→ **The problem**
Every line below that includes the word "Simão" needs to be copied.

*** The records ***

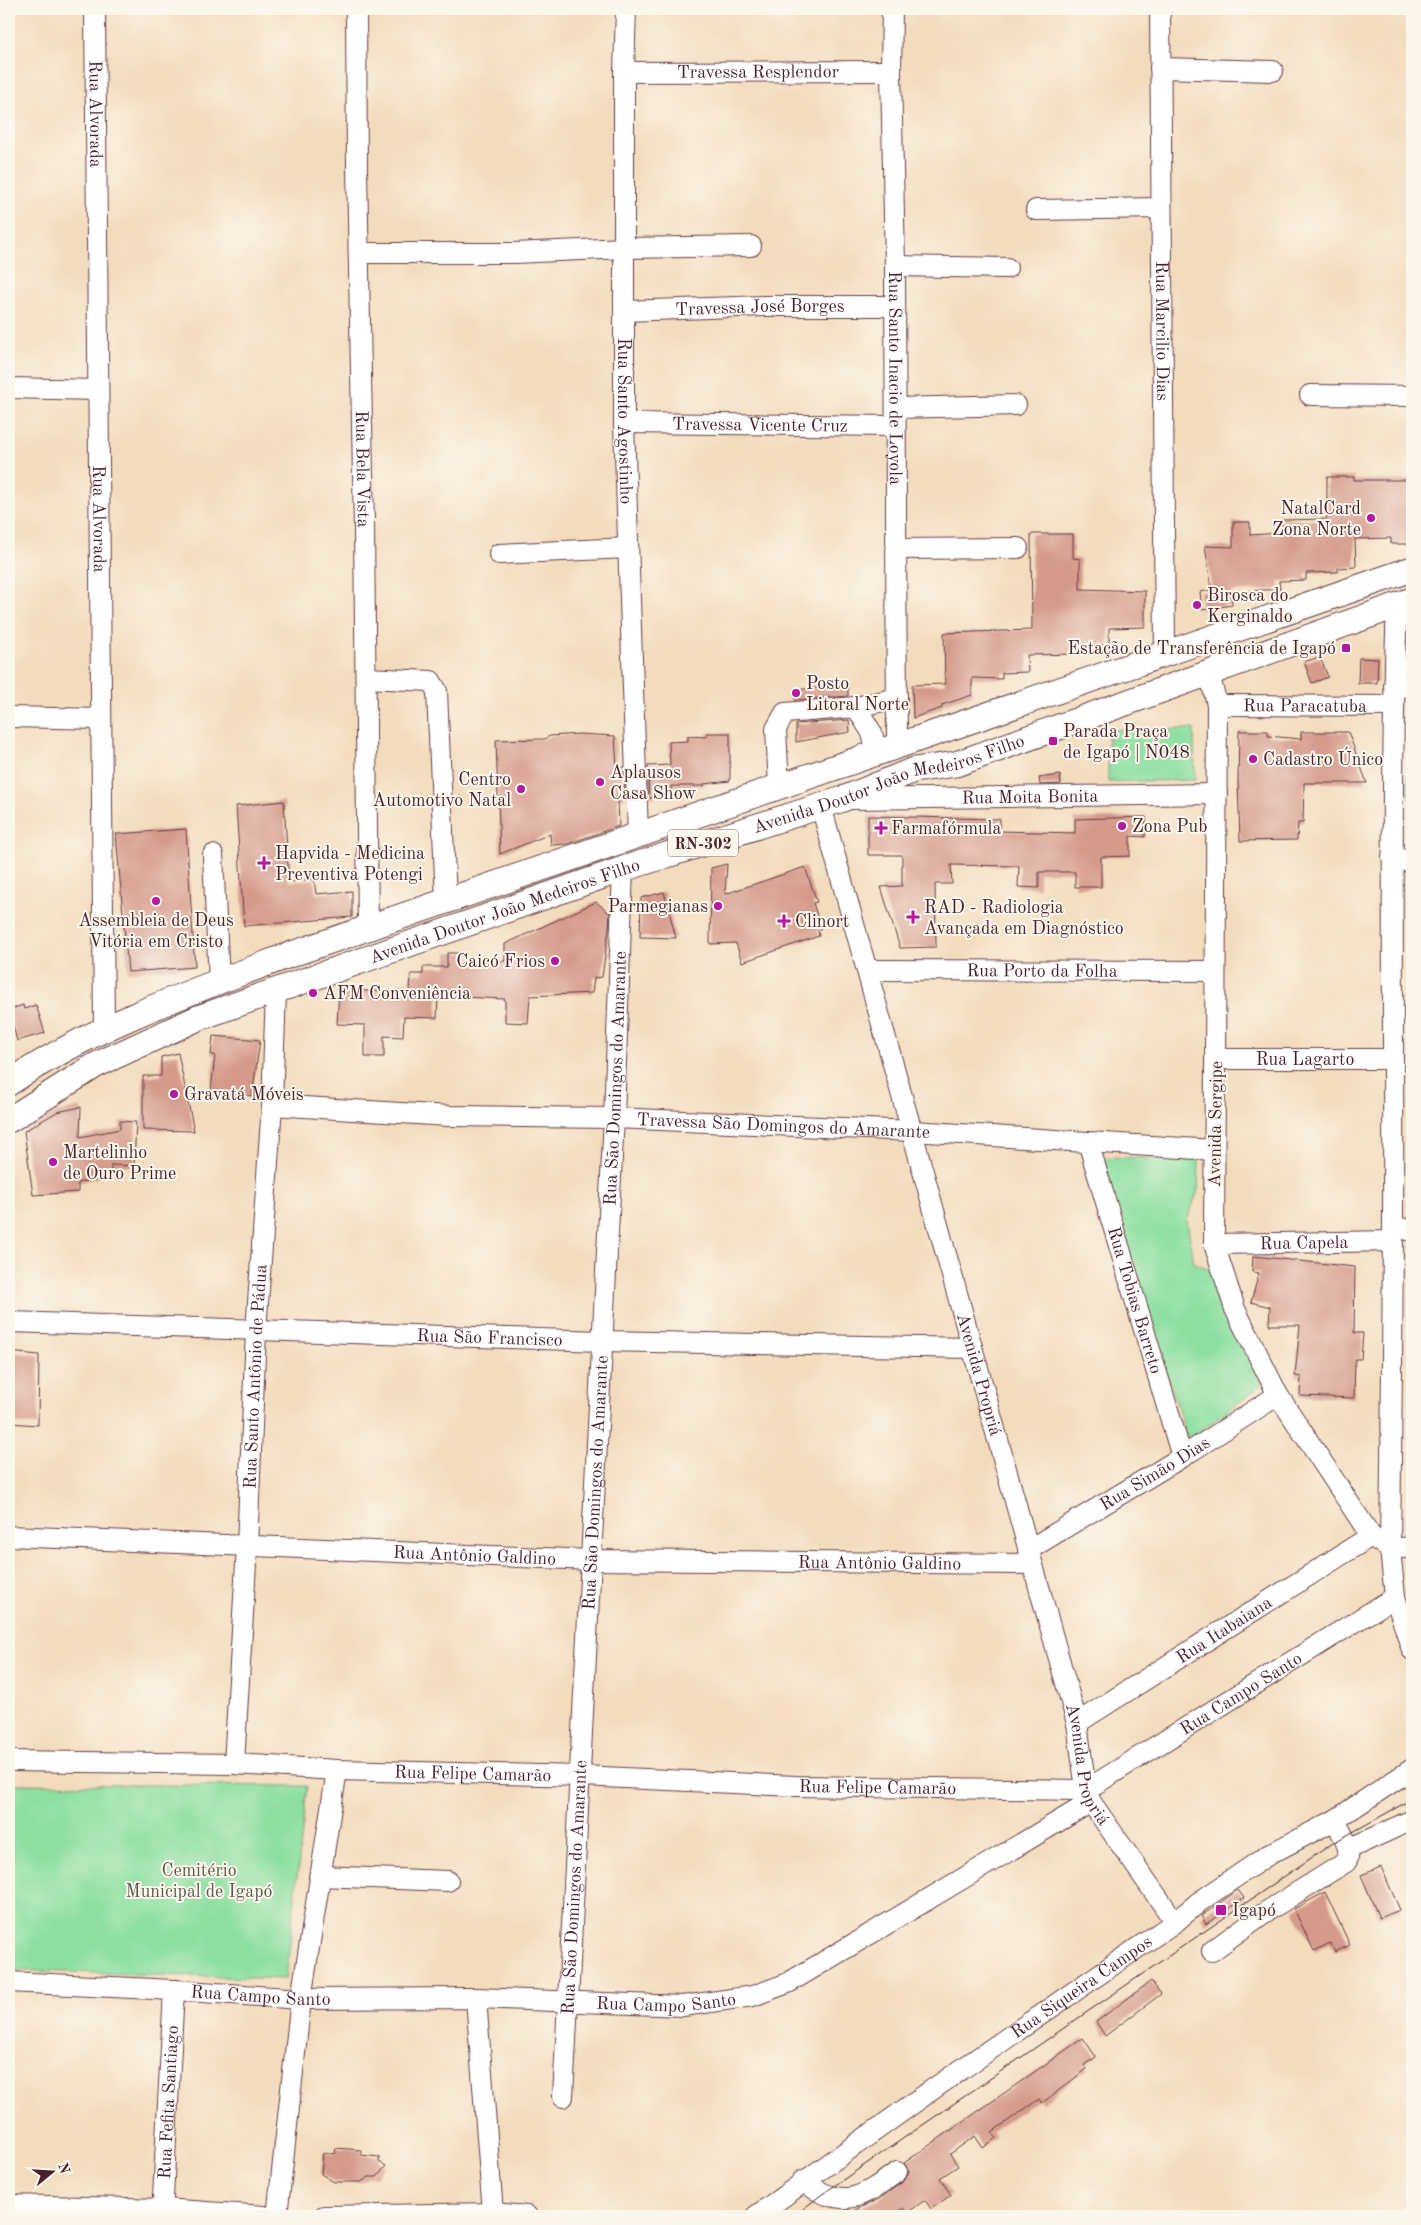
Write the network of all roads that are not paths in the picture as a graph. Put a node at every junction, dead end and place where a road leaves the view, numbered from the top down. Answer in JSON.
{"nodes":[{"id":1,"x":95,"y":9,"type":"edge"},
{"id":2,"x":356,"y":9,"type":"edge"},
{"id":3,"x":626,"y":9,"type":"edge"},
{"id":4,"x":892,"y":9,"type":"edge"},
{"id":5,"x":1160,"y":9,"type":"edge"},
{"id":6,"x":1160,"y":68,"type":"junction"},
{"id":7,"x":891,"y":71,"type":"junction"},
{"id":8,"x":1273,"y":71,"type":"dead end"},
{"id":9,"x":624,"y":72,"type":"junction"},
{"id":10,"x":1161,"y":208,"type":"junction"},
{"id":11,"x":1036,"y":210,"type":"dead end"},
{"id":12,"x":752,"y":246,"type":"dead end"},
{"id":13,"x":625,"y":248,"type":"junction"},
{"id":14,"x":359,"y":253,"type":"junction"},
{"id":15,"x":895,"y":266,"type":"junction"},
{"id":16,"x":1007,"y":268,"type":"dead end"},
{"id":17,"x":894,"y":306,"type":"junction"},
{"id":18,"x":625,"y":311,"type":"junction"},
{"id":19,"x":9,"y":388,"type":"edge"},
{"id":20,"x":97,"y":390,"type":"junction"},
{"id":21,"x":1310,"y":395,"type":"dead end"},
{"id":22,"x":1412,"y":396,"type":"edge"},
{"id":23,"x":1016,"y":405,"type":"dead end"},
{"id":24,"x":896,"y":417,"type":"junction"},
{"id":25,"x":624,"y":423,"type":"junction"},
{"id":26,"x":628,"y":548,"type":"junction"},
{"id":27,"x":1018,"y":548,"type":"dead end"},
{"id":28,"x":898,"y":549,"type":"junction"},
{"id":29,"x":500,"y":554,"type":"dead end"},
{"id":30,"x":1412,"y":570,"type":"edge"},
{"id":31,"x":1405,"y":603,"type":"edge"},
{"id":32,"x":1165,"y":654,"type":"junction"},
{"id":33,"x":1209,"y":672,"type":"junction"},
{"id":34,"x":366,"y":678,"type":"junction"},
{"id":35,"x":1403,"y":686,"type":"edge"},
{"id":36,"x":897,"y":698,"type":"junction"},
{"id":37,"x":1022,"y":705,"type":"junction"},
{"id":38,"x":1217,"y":705,"type":"junction"},
{"id":39,"x":1393,"y":706,"type":"junction"},
{"id":40,"x":856,"y":707,"type":"junction"},
{"id":41,"x":9,"y":717,"type":"edge"},
{"id":42,"x":101,"y":718,"type":"junction"},
{"id":43,"x":1062,"y":727,"type":"junction"},
{"id":44,"x":887,"y":749,"type":"junction"},
{"id":45,"x":914,"y":770,"type":"junction"},
{"id":46,"x":779,"y":786,"type":"junction"},
{"id":47,"x":1217,"y":794,"type":"junction"},
{"id":48,"x":832,"y":803,"type":"junction"},
{"id":49,"x":638,"y":835,"type":"junction"},
{"id":50,"x":213,"y":855,"type":"dead end"},
{"id":51,"x":1392,"y":856,"type":"junction"},
{"id":52,"x":1412,"y":863,"type":"edge"},
{"id":53,"x":623,"y":869,"type":"junction"},
{"id":54,"x":446,"y":902,"type":"junction"},
{"id":55,"x":368,"y":928,"type":"junction"},
{"id":56,"x":868,"y":970,"type":"junction"},
{"id":57,"x":1214,"y":971,"type":"junction"},
{"id":58,"x":219,"y":982,"type":"junction"},
{"id":59,"x":276,"y":990,"type":"junction"},
{"id":60,"x":104,"y":1030,"type":"junction"},
{"id":61,"x":1393,"y":1058,"type":"junction"},
{"id":62,"x":1216,"y":1059,"type":"junction"},
{"id":63,"x":9,"y":1083,"type":"edge"},
{"id":64,"x":272,"y":1105,"type":"junction"},
{"id":65,"x":614,"y":1118,"type":"junction"},
{"id":66,"x":9,"y":1120,"type":"edge"},
{"id":67,"x":913,"y":1131,"type":"junction"},
{"id":68,"x":1088,"y":1142,"type":"junction"},
{"id":69,"x":1214,"y":1150,"type":"junction"},
{"id":70,"x":1400,"y":1233,"type":"edge"},
{"id":71,"x":1214,"y":1244,"type":"junction"},
{"id":72,"x":9,"y":1322,"type":"edge"},
{"id":73,"x":256,"y":1331,"type":"junction"},
{"id":74,"x":602,"y":1340,"type":"junction"},
{"id":75,"x":972,"y":1348,"type":"junction"},
{"id":76,"x":1278,"y":1395,"type":"junction"},
{"id":77,"x":1182,"y":1457,"type":"junction"},
{"id":78,"x":9,"y":1536,"type":"edge"},
{"id":79,"x":1371,"y":1536,"type":"junction"},
{"id":80,"x":248,"y":1547,"type":"junction"},
{"id":81,"x":1412,"y":1547,"type":"edge"},
{"id":82,"x":1390,"y":1549,"type":"junction"},
{"id":83,"x":1030,"y":1557,"type":"junction"},
{"id":84,"x":591,"y":1560,"type":"junction"},
{"id":85,"x":1395,"y":1596,"type":"junction"},
{"id":86,"x":1412,"y":1650,"type":"edge"},
{"id":87,"x":1076,"y":1723,"type":"junction"},
{"id":88,"x":9,"y":1761,"type":"edge"},
{"id":89,"x":234,"y":1764,"type":"junction"},
{"id":90,"x":337,"y":1770,"type":"junction"},
{"id":91,"x":1412,"y":1770,"type":"edge"},
{"id":92,"x":581,"y":1776,"type":"junction"},
{"id":93,"x":1089,"y":1796,"type":"junction"},
{"id":94,"x":1335,"y":1820,"type":"junction"},
{"id":95,"x":1412,"y":1820,"type":"edge"},
{"id":96,"x":1348,"y":1849,"type":"junction"},
{"id":97,"x":319,"y":1876,"type":"junction"},
{"id":98,"x":448,"y":1881,"type":"dead end"},
{"id":99,"x":1175,"y":1922,"type":"junction"},
{"id":100,"x":1212,"y":1951,"type":"dead end"},
{"id":101,"x":9,"y":1982,"type":"edge"},
{"id":102,"x":174,"y":1990,"type":"junction"},
{"id":103,"x":476,"y":1998,"type":"junction"},
{"id":104,"x":301,"y":1999,"type":"junction"},
{"id":105,"x":567,"y":2003,"type":"junction"},
{"id":106,"x":563,"y":2097,"type":"dead end"},
{"id":107,"x":897,"y":2172,"type":"dead end"},
{"id":108,"x":802,"y":2182,"type":"junction"},
{"id":109,"x":9,"y":2206,"type":"edge"},
{"id":110,"x":163,"y":2213,"type":"edge"},
{"id":111,"x":494,"y":2213,"type":"junction"},
{"id":112,"x":264,"y":2216,"type":"edge"},
{"id":113,"x":276,"y":2216,"type":"edge"},
{"id":114,"x":324,"y":2216,"type":"edge"},
{"id":115,"x":527,"y":2216,"type":"edge"},
{"id":116,"x":756,"y":2216,"type":"edge"}],
"edges":[{"from":1,"to":20,"type":"street","name":"Rua Alvorada"},
{"from":2,"to":14,"type":"street","name":"Rua Bela Vista"},
{"from":3,"to":9,"type":"street","name":"Rua Santo Agostinho"},
{"from":4,"to":7,"type":"street","name":"Rua Santo Inacio de Loyola"},
{"from":5,"to":6,"type":"street","name":"Rua Marcilio Dias"},
{"from":6,"to":8,"type":"street"},
{"from":6,"to":10,"type":"street","name":"Rua Marcilio Dias"},
{"from":7,"to":9,"type":"street","name":"Travessa Resplendor"},
{"from":7,"to":15,"type":"street","name":"Rua Santo Inacio de Loyola"},
{"from":9,"to":13,"type":"street","name":"Rua Santo Agostinho"},
{"from":10,"to":11,"type":"street"},
{"from":10,"to":32,"type":"street","name":"Rua Marcilio Dias"},
{"from":12,"to":13,"type":"street"},
{"from":13,"to":14,"type":"street"},
{"from":13,"to":18,"type":"street","name":"Rua Santo Agostinho"},
{"from":14,"to":34,"type":"street","name":"Rua Bela Vista"},
{"from":15,"to":16,"type":"street"},
{"from":15,"to":17,"type":"street","name":"Rua Santo Inacio de Loyola"},
{"from":17,"to":18,"type":"street","name":"Travessa José Borges"},
{"from":17,"to":24,"type":"street","name":"Rua Santo Inacio de Loyola"},
{"from":18,"to":25,"type":"street","name":"Rua Santo Agostinho"},
{"from":19,"to":20,"type":"street"},
{"from":20,"to":42,"type":"street","name":"Rua Alvorada"},
{"from":21,"to":22,"type":"street"},
{"from":23,"to":24,"type":"street","name":"Travessa Vicente Cruz"},
{"from":24,"to":25,"type":"street","name":"Travessa Vicente Cruz"},
{"from":24,"to":28,"type":"street","name":"Rua Santo Inacio de Loyola"},
{"from":25,"to":26,"type":"street","name":"Rua Santo Agostinho"},
{"from":26,"to":29,"type":"street"},
{"from":26,"to":49,"type":"street","name":"Rua Santo Agostinho"},
{"from":27,"to":28,"type":"street"},
{"from":28,"to":36,"type":"street","name":"Rua Santo Inacio de Loyola"},
{"from":30,"to":32,"type":"main road","name":"Avenida Doutor João Medeiros Filho","number":"RN-302"},
{"from":31,"to":33,"type":"main road","name":"Avenida Doutor João Medeiros Filho","number":"RN-302"},
{"from":31,"to":35,"type":"street"},
{"from":32,"to":37,"type":"main road","name":"Avenida Doutor João Medeiros Filho","number":"RN-302"},
{"from":32,"to":43,"type":"main road"},
{"from":33,"to":38,"type":"street","name":"Avenida Sergipe"},
{"from":33,"to":43,"type":"main road","name":"Avenida Doutor João Medeiros Filho","number":"RN-302"},
{"from":34,"to":54,"type":"street"},
{"from":34,"to":55,"type":"street","name":"Rua Bela Vista"},
{"from":35,"to":39,"type":"street"},
{"from":36,"to":40,"type":"street"},
{"from":36,"to":44,"type":"street","name":"Rua Santo Inacio de Loyola"},
{"from":37,"to":44,"type":"main road","name":"Avenida Doutor João Medeiros Filho","number":"RN-302"},
{"from":37,"to":45,"type":"main road"},
{"from":38,"to":39,"type":"street","name":"Rua Paracatuba"},
{"from":38,"to":47,"type":"street","name":"Avenida Sergipe"},
{"from":39,"to":51,"type":"street"},
{"from":40,"to":44,"type":"street"},
{"from":40,"to":46,"type":"street"},
{"from":41,"to":42,"type":"street"},
{"from":42,"to":60,"type":"street","name":"Rua Alvorada"},
{"from":43,"to":45,"type":"main road","name":"Avenida Doutor João Medeiros Filho","number":"RN-302"},
{"from":44,"to":46,"type":"main road","name":"Avenida Doutor João Medeiros Filho","number":"RN-302"},
{"from":45,"to":48,"type":"main road","name":"Avenida Doutor João Medeiros Filho","number":"RN-302"},
{"from":46,"to":49,"type":"main road","name":"Avenida Doutor João Medeiros Filho","number":"RN-302"},
{"from":47,"to":48,"type":"street","name":"Rua Moita Bonita"},
{"from":47,"to":57,"type":"street","name":"Avenida Sergipe"},
{"from":48,"to":53,"type":"main road","name":"Avenida Doutor João Medeiros Filho","number":"RN-302"},
{"from":48,"to":56,"type":"street","name":"Avenida Propriá"},
{"from":49,"to":54,"type":"main road","name":"Avenida Doutor João Medeiros Filho","number":"RN-302"},
{"from":50,"to":58,"type":"street"},
{"from":51,"to":52,"type":"street"},
{"from":51,"to":61,"type":"street"},
{"from":53,"to":59,"type":"main road","name":"Avenida Doutor João Medeiros Filho","number":"RN-302"},
{"from":53,"to":65,"type":"street","name":"Rua São Domingos do Amarante"},
{"from":54,"to":55,"type":"main road","name":"Avenida Doutor João Medeiros Filho","number":"RN-302"},
{"from":55,"to":58,"type":"main road","name":"Avenida Doutor João Medeiros Filho","number":"RN-302"},
{"from":56,"to":57,"type":"street","name":"Rua Porto da Folha"},
{"from":56,"to":67,"type":"street","name":"Avenida Propriá"},
{"from":57,"to":62,"type":"street","name":"Avenida Sergipe"},
{"from":58,"to":60,"type":"main road","name":"Avenida Doutor João Medeiros Filho","number":"RN-302"},
{"from":59,"to":64,"type":"street","name":"Rua Santo Antônio de Pádua"},
{"from":59,"to":66,"type":"main road","name":"Avenida Doutor João Medeiros Filho","number":"RN-302"},
{"from":60,"to":63,"type":"main road","name":"Avenida Doutor João Medeiros Filho","number":"RN-302"},
{"from":61,"to":62,"type":"street","name":"Rua Lagarto"},
{"from":61,"to":70,"type":"street"},
{"from":62,"to":69,"type":"street","name":"Avenida Sergipe"},
{"from":64,"to":65,"type":"street","name":"Travessa São Domingos do Amarante"},
{"from":64,"to":73,"type":"street","name":"Rua Santo Antônio de Pádua"},
{"from":65,"to":67,"type":"street","name":"Travessa São Domingos do Amarante"},
{"from":65,"to":74,"type":"street","name":"Rua São Domingos do Amarante"},
{"from":67,"to":68,"type":"street","name":"Travessa São Domingos do Amarante"},
{"from":67,"to":75,"type":"street","name":"Avenida Propriá"},
{"from":68,"to":69,"type":"street","name":"Travessa São Domingos do Amarante"},
{"from":68,"to":77,"type":"street","name":"Rua Tobias Barreto"},
{"from":69,"to":71,"type":"street","name":"Avenida Sergipe"},
{"from":70,"to":71,"type":"street","name":"Rua Capela"},
{"from":70,"to":82,"type":"street"},
{"from":71,"to":76,"type":"street","name":"Avenida Sergipe"},
{"from":72,"to":73,"type":"street","name":"Rua São Francisco"},
{"from":73,"to":74,"type":"street","name":"Rua São Francisco"},
{"from":73,"to":80,"type":"street","name":"Rua Santo Antônio de Pádua"},
{"from":74,"to":75,"type":"street","name":"Rua São Francisco"},
{"from":74,"to":84,"type":"street","name":"Rua São Domingos do Amarante"},
{"from":75,"to":83,"type":"street","name":"Avenida Propriá"},
{"from":76,"to":77,"type":"street","name":"Rua Simão Dias"},
{"from":76,"to":79,"type":"street","name":"Avenida Sergipe"},
{"from":77,"to":83,"type":"street","name":"Rua Simão Dias"},
{"from":78,"to":80,"type":"street","name":"Rua Antônio Galdino"},
{"from":79,"to":82,"type":"street"},
{"from":79,"to":87,"type":"street","name":"Rua Itabaiana"},
{"from":80,"to":84,"type":"street","name":"Rua Antônio Galdino"},
{"from":80,"to":89,"type":"street","name":"Rua Santo Antônio de Pádua"},
{"from":81,"to":82,"type":"street"},
{"from":82,"to":85,"type":"street"},
{"from":83,"to":84,"type":"street","name":"Rua Antônio Galdino"},
{"from":83,"to":87,"type":"street","name":"Avenida Propriá"},
{"from":84,"to":92,"type":"street","name":"Rua São Domingos do Amarante"},
{"from":85,"to":86,"type":"street"},
{"from":85,"to":93,"type":"street","name":"Rua Campo Santo"},
{"from":87,"to":93,"type":"street","name":"Avenida Propriá"},
{"from":88,"to":89,"type":"street","name":"Rua Felipe Camarão"},
{"from":89,"to":90,"type":"street","name":"Rua Felipe Camarão"},
{"from":90,"to":92,"type":"street","name":"Rua Felipe Camarão"},
{"from":90,"to":97,"type":"street"},
{"from":91,"to":94,"type":"street","name":"Rua Siqueira Campos"},
{"from":92,"to":93,"type":"street","name":"Rua Felipe Camarão"},
{"from":92,"to":105,"type":"street","name":"Rua São Domingos do Amarante"},
{"from":93,"to":99,"type":"street","name":"Avenida Propriá"},
{"from":93,"to":105,"type":"street","name":"Rua Campo Santo"},
{"from":94,"to":96,"type":"street"},
{"from":94,"to":99,"type":"street","name":"Rua Siqueira Campos"},
{"from":95,"to":96,"type":"street"},
{"from":96,"to":100,"type":"street"},
{"from":97,"to":98,"type":"street"},
{"from":97,"to":104,"type":"street"},
{"from":99,"to":108,"type":"street","name":"Rua Siqueira Campos"},
{"from":101,"to":102,"type":"street","name":"Rua Campo Santo"},
{"from":102,"to":104,"type":"street","name":"Rua Campo Santo"},
{"from":102,"to":110,"type":"street","name":"Rua Fefita Santiago"},
{"from":103,"to":104,"type":"street","name":"Rua Campo Santo"},
{"from":103,"to":105,"type":"street","name":"Rua Campo Santo"},
{"from":103,"to":111,"type":"street"},
{"from":104,"to":113,"type":"street"},
{"from":105,"to":106,"type":"street","name":"Rua São Domingos do Amarante"},
{"from":107,"to":108,"type":"street"},
{"from":108,"to":116,"type":"street","name":"Rua Siqueira Campos"},
{"from":109,"to":110,"type":"street"},
{"from":110,"to":112,"type":"street"},
{"from":111,"to":114,"type":"street"},
{"from":111,"to":115,"type":"street"}]}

*** End of The records ***

→ **Your response**
{"from":76,"to":77,"type":"street","name":"Rua Simão Dias"},
{"from":77,"to":83,"type":"street","name":"Rua Simão Dias"},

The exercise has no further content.